Determine how many lines in the records hold "الصقعبي", and give that number with nothing added.

[Saved entries]
-=-=-
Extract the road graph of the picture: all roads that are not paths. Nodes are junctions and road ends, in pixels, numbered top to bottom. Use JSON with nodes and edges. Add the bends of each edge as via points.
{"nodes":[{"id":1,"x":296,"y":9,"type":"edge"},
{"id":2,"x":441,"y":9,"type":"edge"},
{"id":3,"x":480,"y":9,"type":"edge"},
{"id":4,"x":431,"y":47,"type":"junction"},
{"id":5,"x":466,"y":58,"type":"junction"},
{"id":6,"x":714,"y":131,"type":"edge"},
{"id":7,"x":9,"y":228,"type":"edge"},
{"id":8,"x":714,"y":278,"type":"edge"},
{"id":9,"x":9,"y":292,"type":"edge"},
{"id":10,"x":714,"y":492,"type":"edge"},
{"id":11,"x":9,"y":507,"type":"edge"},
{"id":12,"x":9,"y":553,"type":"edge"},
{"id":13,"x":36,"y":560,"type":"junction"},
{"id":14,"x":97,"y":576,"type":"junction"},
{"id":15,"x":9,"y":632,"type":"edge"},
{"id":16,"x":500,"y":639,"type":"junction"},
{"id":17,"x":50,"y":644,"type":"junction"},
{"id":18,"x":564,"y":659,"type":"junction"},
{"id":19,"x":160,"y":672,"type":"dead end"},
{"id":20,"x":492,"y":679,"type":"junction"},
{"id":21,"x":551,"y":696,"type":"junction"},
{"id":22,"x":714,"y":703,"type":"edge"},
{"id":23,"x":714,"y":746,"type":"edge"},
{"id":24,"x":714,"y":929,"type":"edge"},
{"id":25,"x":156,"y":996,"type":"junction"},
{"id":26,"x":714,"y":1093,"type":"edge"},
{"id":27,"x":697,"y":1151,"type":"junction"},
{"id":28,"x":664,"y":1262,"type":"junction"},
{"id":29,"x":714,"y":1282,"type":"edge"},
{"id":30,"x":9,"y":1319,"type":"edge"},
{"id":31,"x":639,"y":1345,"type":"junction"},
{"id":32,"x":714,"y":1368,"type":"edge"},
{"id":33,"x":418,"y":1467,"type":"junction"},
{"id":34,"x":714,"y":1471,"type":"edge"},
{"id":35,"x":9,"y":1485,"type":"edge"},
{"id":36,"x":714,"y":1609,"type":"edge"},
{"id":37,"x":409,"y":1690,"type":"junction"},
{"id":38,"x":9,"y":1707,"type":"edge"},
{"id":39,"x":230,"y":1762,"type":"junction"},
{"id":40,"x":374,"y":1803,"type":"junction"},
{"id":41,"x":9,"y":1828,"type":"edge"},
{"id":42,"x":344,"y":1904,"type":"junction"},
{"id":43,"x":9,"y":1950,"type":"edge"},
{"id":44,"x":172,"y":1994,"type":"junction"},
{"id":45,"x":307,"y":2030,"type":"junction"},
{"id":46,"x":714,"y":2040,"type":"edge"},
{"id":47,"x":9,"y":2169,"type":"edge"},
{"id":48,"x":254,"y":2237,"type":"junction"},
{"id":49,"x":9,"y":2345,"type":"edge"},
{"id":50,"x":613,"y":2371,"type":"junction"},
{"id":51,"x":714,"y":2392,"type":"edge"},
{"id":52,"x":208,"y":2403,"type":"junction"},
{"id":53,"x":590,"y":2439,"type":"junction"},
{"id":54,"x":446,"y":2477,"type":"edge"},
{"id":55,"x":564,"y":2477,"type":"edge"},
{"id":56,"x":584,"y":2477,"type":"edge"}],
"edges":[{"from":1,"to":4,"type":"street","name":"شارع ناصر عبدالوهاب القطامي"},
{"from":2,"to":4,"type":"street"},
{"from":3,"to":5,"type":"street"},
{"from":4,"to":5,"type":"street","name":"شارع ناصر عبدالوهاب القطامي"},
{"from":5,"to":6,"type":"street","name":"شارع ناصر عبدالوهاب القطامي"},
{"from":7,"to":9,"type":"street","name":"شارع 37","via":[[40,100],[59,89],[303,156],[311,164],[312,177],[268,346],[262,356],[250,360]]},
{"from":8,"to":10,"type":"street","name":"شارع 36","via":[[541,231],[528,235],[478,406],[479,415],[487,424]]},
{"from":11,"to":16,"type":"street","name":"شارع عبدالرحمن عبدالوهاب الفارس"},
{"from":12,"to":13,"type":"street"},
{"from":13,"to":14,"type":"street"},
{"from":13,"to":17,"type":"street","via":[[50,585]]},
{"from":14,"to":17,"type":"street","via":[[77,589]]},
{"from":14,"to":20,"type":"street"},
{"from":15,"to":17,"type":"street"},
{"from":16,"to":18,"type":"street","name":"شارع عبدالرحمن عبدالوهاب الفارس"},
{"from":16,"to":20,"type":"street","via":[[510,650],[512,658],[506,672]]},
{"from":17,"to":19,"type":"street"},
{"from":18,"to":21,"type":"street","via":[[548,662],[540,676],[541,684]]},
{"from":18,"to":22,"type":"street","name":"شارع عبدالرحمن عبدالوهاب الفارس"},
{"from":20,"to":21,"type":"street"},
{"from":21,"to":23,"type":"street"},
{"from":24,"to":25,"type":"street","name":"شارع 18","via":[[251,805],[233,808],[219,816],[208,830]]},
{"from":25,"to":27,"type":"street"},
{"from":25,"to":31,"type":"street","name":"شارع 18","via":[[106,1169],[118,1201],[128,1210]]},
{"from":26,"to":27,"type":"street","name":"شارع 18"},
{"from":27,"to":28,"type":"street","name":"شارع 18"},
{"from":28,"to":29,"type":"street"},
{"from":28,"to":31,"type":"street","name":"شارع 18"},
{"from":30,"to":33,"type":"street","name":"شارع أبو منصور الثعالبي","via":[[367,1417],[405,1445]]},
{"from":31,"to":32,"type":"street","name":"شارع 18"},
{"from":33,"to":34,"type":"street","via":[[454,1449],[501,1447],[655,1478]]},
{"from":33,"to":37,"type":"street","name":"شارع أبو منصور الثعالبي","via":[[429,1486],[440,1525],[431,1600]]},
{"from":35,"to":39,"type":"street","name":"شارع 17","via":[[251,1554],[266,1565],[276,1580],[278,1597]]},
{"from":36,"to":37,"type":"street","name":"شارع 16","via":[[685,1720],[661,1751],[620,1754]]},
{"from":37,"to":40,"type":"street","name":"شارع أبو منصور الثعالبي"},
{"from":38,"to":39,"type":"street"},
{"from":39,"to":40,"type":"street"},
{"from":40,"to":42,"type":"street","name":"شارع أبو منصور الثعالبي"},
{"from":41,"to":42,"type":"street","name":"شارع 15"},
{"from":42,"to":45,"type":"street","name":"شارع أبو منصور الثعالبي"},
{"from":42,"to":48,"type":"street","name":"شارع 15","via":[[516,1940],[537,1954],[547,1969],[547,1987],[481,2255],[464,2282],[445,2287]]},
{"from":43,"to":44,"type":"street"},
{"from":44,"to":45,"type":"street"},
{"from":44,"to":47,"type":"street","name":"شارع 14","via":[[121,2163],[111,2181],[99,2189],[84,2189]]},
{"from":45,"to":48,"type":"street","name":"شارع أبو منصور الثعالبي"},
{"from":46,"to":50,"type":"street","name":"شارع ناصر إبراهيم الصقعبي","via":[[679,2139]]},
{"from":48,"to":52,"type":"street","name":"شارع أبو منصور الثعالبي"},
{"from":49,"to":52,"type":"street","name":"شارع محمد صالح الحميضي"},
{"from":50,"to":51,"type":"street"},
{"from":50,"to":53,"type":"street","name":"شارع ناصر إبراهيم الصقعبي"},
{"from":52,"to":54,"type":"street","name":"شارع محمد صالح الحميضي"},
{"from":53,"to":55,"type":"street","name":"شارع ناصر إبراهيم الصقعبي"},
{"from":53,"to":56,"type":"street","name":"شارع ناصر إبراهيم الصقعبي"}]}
-=-=-
▸ **Reply**
4